NumPy - Statistical Functions
The NumPy package contains a number of statistical functions which provides all the functionality required for various statistical operations. It includes finding mean, median, average, standard deviation, variance and percentile etc from elements of a given array. Below mentioned are the most frequently used statistical functions:
Function | Description |
---|---|
mean() | Computes the arithmetic mean along the specified axis. |
median() | Computes the median along the specified axis. |
average() | Computes the weighted average along the specified axis. |
std() | Compute the standard deviation along the specified axis. |
var() | Compute the variance along the specified axis. |
amax() | Returns the maximum of an array or maximum along an axis. |
amin() | Returns the minimum of an array or minimum along an axis. |
ptp() | Return range of values (maximum - minimum) of an array or along an axis. |
percentile() | Computes the specified percentile of the data along the specified axis. |
Lets discuss these functions in detail:
numpy.mean() function
The numpy.mean() function is used to compute the arithmetic mean along the specified axis. The mean is calculated over the flattened array by default, otherwise over the specified axis.
Syntax
numpy.mean(a, axis=None, dtype=None, out=None, keepdims=<no value>)
Parameters
a |
Required. Specify an array containing numbers whose mean is desired. If a is not an array, a conversion is attempted. |
axis |
Optional. Specify axis or axes along which the means are computed. The default is to compute the mean of the flattened array. |
dtype |
Optional. Specify the data type for computing the mean. For integer inputs, the default is float64. For floating point inputs, it is same as the input dtype. |
out |
Optional. Specify output array for the result. The default is None. If provided, it must have the same shape as output. |
keepdims |
Optional. If this is set to True, the reduced axes are left in the result as dimensions with size one. With this option, the result will broadcast correctly against the input array. With default value, the keepdims will not be passed through to the mean method of sub-classes of ndarray, but any non-default value will be. If the sub-class method does not implement keepdims the exceptions will be raised. |
Example:
In the example below, mean() function is used to calculate mean of all values present in the array. Along with this, when axis parameter is provided, mean is calculated over the specified axes.

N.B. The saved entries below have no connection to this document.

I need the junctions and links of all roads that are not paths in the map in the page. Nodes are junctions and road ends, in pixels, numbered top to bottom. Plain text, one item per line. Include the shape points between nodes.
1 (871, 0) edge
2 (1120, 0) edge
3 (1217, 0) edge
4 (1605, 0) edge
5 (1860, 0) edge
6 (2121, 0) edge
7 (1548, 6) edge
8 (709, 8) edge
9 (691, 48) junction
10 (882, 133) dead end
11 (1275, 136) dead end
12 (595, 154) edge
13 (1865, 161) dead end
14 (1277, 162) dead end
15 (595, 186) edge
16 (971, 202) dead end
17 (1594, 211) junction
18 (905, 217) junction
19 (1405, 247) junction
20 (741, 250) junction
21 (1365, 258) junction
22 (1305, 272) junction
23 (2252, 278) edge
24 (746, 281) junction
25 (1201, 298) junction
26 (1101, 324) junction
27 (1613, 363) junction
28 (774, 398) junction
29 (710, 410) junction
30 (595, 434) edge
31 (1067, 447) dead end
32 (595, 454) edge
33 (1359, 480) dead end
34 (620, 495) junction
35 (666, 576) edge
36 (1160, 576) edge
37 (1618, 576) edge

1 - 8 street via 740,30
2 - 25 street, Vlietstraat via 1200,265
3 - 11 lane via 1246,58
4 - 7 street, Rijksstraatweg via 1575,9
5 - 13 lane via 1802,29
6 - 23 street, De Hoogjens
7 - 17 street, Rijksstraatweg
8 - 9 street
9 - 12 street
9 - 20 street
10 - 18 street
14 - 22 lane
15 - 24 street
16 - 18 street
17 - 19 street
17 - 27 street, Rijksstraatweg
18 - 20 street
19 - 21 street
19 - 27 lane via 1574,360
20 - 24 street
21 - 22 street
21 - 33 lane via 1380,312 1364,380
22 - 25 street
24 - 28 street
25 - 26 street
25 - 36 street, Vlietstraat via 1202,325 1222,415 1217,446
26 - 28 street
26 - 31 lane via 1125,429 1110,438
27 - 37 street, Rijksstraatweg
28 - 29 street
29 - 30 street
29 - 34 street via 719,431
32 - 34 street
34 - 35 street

import numpy as np Arr = np.array([[10,20,30],[70,80,90]]) print("Array is:") print(Arr) #mean of all values print("\nMean of all values:", np.mean(Arr)) #mean along axis=0 print("\nMean along axis=0") print(np.mean(Arr, axis=0)) #mean along axis=1 print("\nMean along axis=1") print(np.mean(Arr, axis=1))
The output of the above code will be:
Array is: [[10 20 30] [70 80 90]] Mean of all values: 50.0 Mean along axis=0 [40. 50. 60.] Mean along axis=1 [20. 80.]
numpy.median() function
The numpy.median() function is used to compute the median along the specified axis. The median is calculated over the flattened array by default, otherwise over the specified axis.
Syntax
numpy.median(a, axis=None, out=None, overwrite_input=False, keepdims=False)
Parameters
a |
Required. Specify an array (array_like) containing numbers whose median is desired. |
axis |
Optional. Specify axis or axes along which the medians are computed. The default is to compute the median of the flattened array. |
out |
Optional. Specify output array for the result. The default is None. If provided, it must have the same shape as output. |
overwrite_input |
Optional. If True, the input array will be modified. If overwrite_input is True and a is not already an ndarray, an error will be raised. Default is False. |
keepdims |
Optional. If this is set to True, the reduced axes are left in the result as dimensions with size one. With this option, the result will broadcast correctly against the input array. |
Example:
In the example below, median() function is used to calculate median of all values present in the array. When axis parameter is provided, median is calculated over the specified axes.
import numpy as np Arr = np.array([[10,20,500],[30,40,400], [100,200,300]]) print("Array is:") print(Arr) #median of all values print("\nMedian of values:", np.median(Arr)) #median along axis=0 print("\nMedian along axis=0") print(np.median(Arr, axis=0)) #median along axis=1 print("\nMedian along axis=1") print(np.median(Arr, axis=1))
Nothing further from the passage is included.